For freopen(), "It is implementation-defined which changes of mode are
permitted (if any), and under what circumstances.", so you can't count
on that to work.

fdopen() is a POSIX function; I've no idea whether the function with
that name that you're trying to use on a mswin system is supposed to
conform fully to POSIX specifications for that function. More
importantly, stdout is only required to be an expression of the type
"pointer to FILE"; it's not required to be the name of a pointer
variable that you can assign to. For instance, an implementation of
<stdio.h> could have:

extern FILE __std_streams[];
#define stdout (&__std_streams[0])
#define stdin (&__std_streams[1])
#define stderr (&_std_streams[2])

You could get around that problem, at least, by assigning the value
returned by fdopen() in your own pointer, rather than trying to store it
in stdout.

> So I'm asking for a pretty much known-to-portably-work fix.

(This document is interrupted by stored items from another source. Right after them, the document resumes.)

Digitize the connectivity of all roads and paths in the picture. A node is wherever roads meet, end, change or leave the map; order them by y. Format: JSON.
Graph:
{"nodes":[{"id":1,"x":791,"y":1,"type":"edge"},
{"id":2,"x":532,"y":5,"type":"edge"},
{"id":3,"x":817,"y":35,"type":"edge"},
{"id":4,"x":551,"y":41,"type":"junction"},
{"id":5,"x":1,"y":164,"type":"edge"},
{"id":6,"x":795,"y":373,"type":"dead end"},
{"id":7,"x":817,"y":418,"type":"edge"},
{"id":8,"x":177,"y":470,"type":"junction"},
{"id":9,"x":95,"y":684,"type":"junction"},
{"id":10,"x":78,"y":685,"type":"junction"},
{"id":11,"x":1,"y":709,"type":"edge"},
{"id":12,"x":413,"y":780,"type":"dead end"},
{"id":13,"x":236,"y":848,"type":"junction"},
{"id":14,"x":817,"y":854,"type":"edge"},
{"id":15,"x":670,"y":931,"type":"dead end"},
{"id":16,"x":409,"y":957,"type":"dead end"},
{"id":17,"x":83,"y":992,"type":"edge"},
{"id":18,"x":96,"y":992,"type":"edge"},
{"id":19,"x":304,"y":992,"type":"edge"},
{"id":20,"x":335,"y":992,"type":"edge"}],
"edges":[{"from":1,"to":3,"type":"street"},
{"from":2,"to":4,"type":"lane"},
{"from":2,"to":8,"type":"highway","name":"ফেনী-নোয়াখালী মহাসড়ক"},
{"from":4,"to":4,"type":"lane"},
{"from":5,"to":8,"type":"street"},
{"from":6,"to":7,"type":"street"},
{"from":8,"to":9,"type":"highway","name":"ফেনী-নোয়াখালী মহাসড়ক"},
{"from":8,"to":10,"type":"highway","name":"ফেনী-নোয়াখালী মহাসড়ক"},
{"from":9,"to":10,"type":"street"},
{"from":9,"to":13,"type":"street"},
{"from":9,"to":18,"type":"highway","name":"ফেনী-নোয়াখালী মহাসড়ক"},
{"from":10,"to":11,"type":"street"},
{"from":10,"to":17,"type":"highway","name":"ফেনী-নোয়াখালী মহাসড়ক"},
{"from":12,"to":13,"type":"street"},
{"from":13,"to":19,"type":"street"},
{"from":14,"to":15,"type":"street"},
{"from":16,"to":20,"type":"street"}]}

I can't help you with that. The last time I did any CGI work was more
than a decade ago, and the output was pure text, so the fact that stdout
is in text mode wasn't a problem. Also, it was on a unix-like system
where there's no difference between text mode and binary mode.
--
James Kuyper

[Stephen Sprunk]

On 13-Jan-14 00:31, JohnF wrote:
> Problem found and fixed, as per earlier followups. Turned out to be
> slightly different float behavior. But you could be right that it
> wasn't a 64-bit issue, per se. And I'd tried cc -m32-bit, as per
> previous followups, but compiler barfed at that switch

Shouldn't that be "-m32"?

http://gcc.gnu.org/onlinedocs/gcc-4.7.3/gcc/i386-and-x86_002d64-Options.html#i386-and-x86_002d64-Options

> (not sure why, man cc wasn't on that box). So I couldn't try to get a
> finer-grained understanding of problem.

Just Google "man gcc"; that's available nearly everywhere.

S

--
Stephen Sprunk "God does not play dice." --Albert Einstein
CCIE #3723 "God is an inveterate gambler, and He throws the
K5SSS dice at every possible opportunity." --Stephen Hawking

[Keith Thompson]

I really don't know.

stdout is *intended* for text output. On Unix-like systems, you
happen to be able to write binary data to a text stream without
any problems (because the end-of-line translation doesn't need to
do anything), but C in general doesn't guarantee that will work.

Normally, you'd write binary data by opening a file (not stdout)
in binary mode and writing to it.

If CGI imposes a requirement to write binary data to stdout,
then I'm sure there's a solution; I just have no idea what
it is. Try Googling and/or posting in another forum. There's a
comp.infosystems.www.authoring.cgi newsgroup, but I have no idea
whether it's still active. I've found stackoverflow.com to be a
good site for this kind of question. But first check for existing
answers; you're unlikely to be the first person to run into this.